* **Task objective**
From the material below, return every line that includes "this".

* **Material supplied**
────
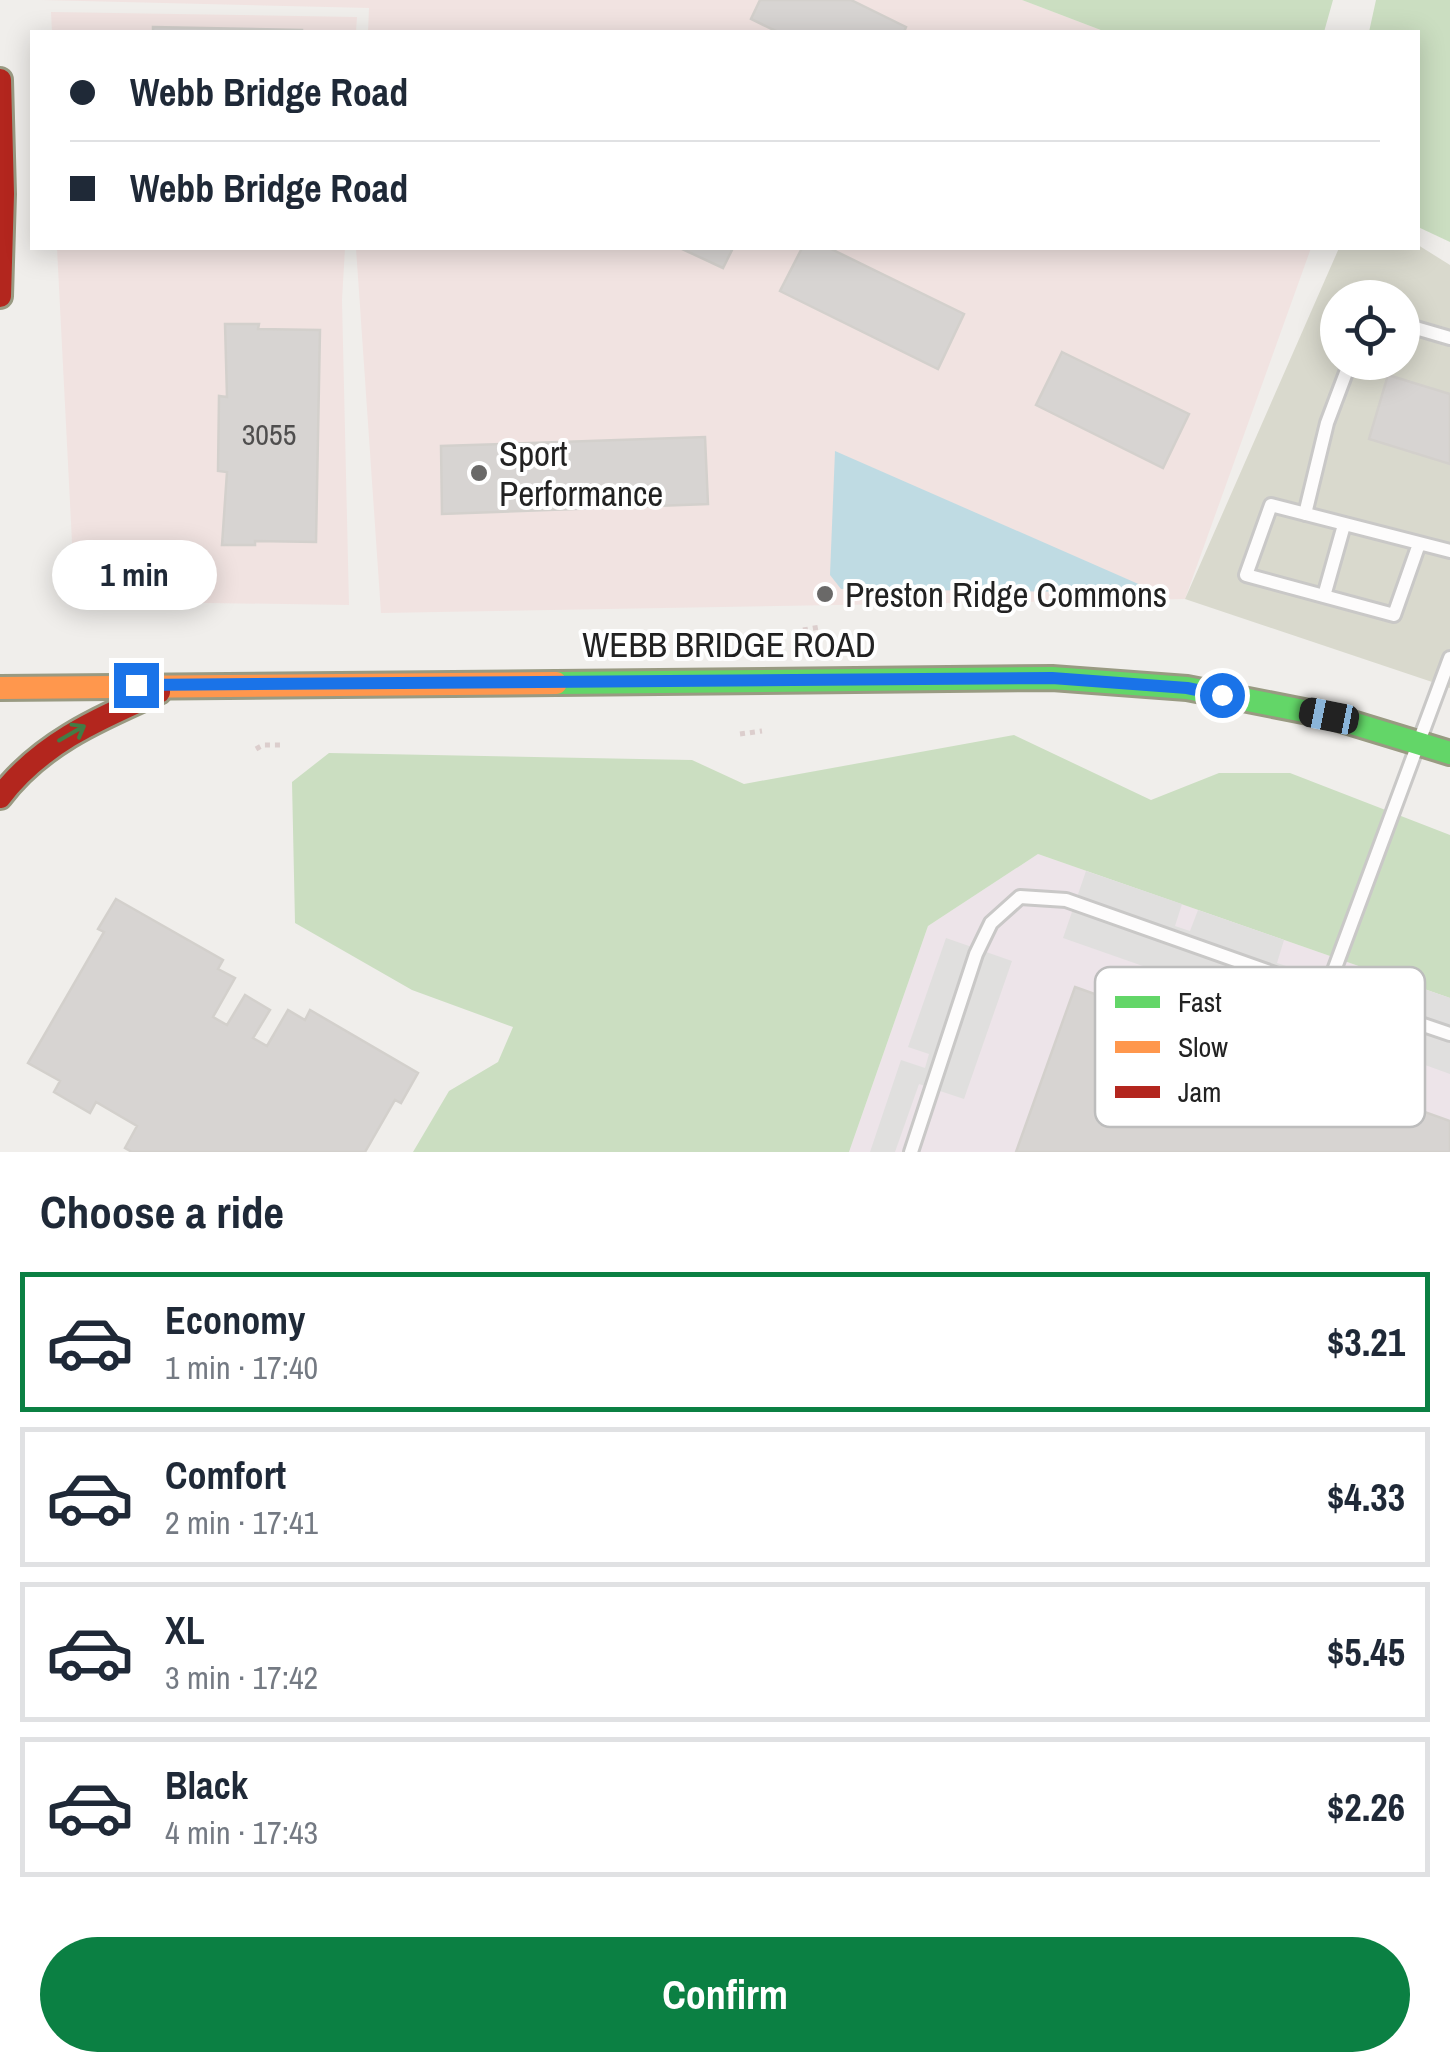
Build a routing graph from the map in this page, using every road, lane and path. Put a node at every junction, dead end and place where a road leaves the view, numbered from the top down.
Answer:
1 (0, 80) edge
2 (0, 296) edge
3 (1420, 329) edge
4 (1450, 338) edge
5 (1343, 380) edge
6 (1305, 514) junction
7 (1344, 525) junction
8 (1419, 544) junction
9 (1450, 552) edge
10 (1324, 596) junction
11 (820, 627) dead end
12 (803, 630) dead end
13 (1450, 658) edge
14 (174, 684) junction
15 (0, 688) edge
16 (762, 731) dead end
17 (740, 734) dead end
18 (1421, 744) junction
19 (282, 745) dead end
20 (256, 749) dead end
21 (1450, 752) edge
22 (0, 796) edge
23 (1255, 967) edge
24 (1336, 967) edge
25 (1425, 1026) edge
26 (1450, 1034) edge
27 (911, 1152) edge

1 - 2 street
3 - 4 lane
5 - 6 lane
6 - 7 lane
6 - 10 lane
7 - 8 lane
7 - 10 lane
8 - 9 lane
8 - 10 lane
11 - 12 path
13 - 18 lane
14 - 15 street, WEBB BRIDGE ROAD
14 - 18 street, WEBB BRIDGE ROAD
22 -> 14 street
16 - 17 path
18 - 21 street, WEBB BRIDGE ROAD
18 - 24 lane
19 - 20 path
23 - 27 lane
25 - 26 lane

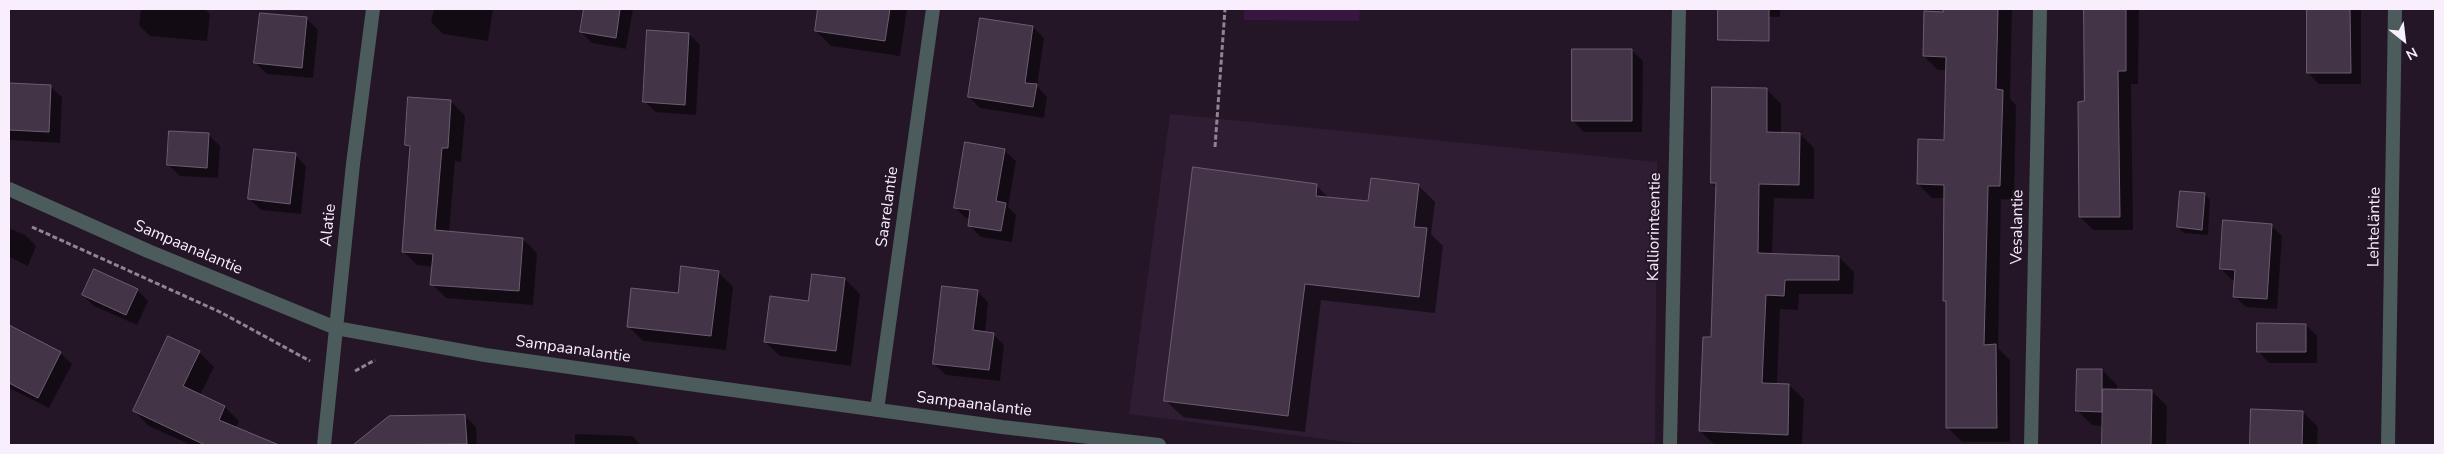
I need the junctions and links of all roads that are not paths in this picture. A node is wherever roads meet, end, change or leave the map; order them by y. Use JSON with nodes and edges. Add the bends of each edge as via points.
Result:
{"nodes":[{"id":1,"x":373,"y":9,"type":"edge"},
{"id":2,"x":933,"y":9,"type":"edge"},
{"id":3,"x":1679,"y":9,"type":"edge"},
{"id":4,"x":2040,"y":9,"type":"edge"},
{"id":5,"x":2395,"y":9,"type":"edge"},
{"id":6,"x":9,"y":189,"type":"edge"},
{"id":7,"x":336,"y":328,"type":"junction"},
{"id":8,"x":877,"y":410,"type":"junction"},
{"id":9,"x":324,"y":445,"type":"edge"},
{"id":10,"x":1159,"y":445,"type":"edge"},
{"id":11,"x":1670,"y":445,"type":"edge"},
{"id":12,"x":2031,"y":445,"type":"edge"},
{"id":13,"x":2388,"y":445,"type":"edge"}],
"edges":[{"from":1,"to":7,"type":"street","name":"Alatie"},
{"from":2,"to":8,"type":"street","name":"Saarelantie"},
{"from":3,"to":11,"type":"street","name":"Kalliorinteentie"},
{"from":4,"to":12,"type":"street","name":"Vesalantie"},
{"from":5,"to":13,"type":"street","name":"Lehteläntie"},
{"from":6,"to":7,"type":"street","name":"Sampaanalantie","via":[[148,251]]},
{"from":7,"to":8,"type":"street","name":"Sampaanalantie","via":[[485,355]]},
{"from":7,"to":9,"type":"street","name":"Alatie"},
{"from":8,"to":10,"type":"street","name":"Sampaanalantie"}]}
────
* **Exercise response**
Build a routing graph from the map in this page, using every road, lane and path. Put a node at every junction, dead end and place where a road leaves the view, numbered from the top down.
I need the junctions and links of all roads that are not paths in this picture. A node is wherever roads meet, end, change or leave the map; order them by y. Use JSON with nodes and edges. Add the bends of each edge as via points.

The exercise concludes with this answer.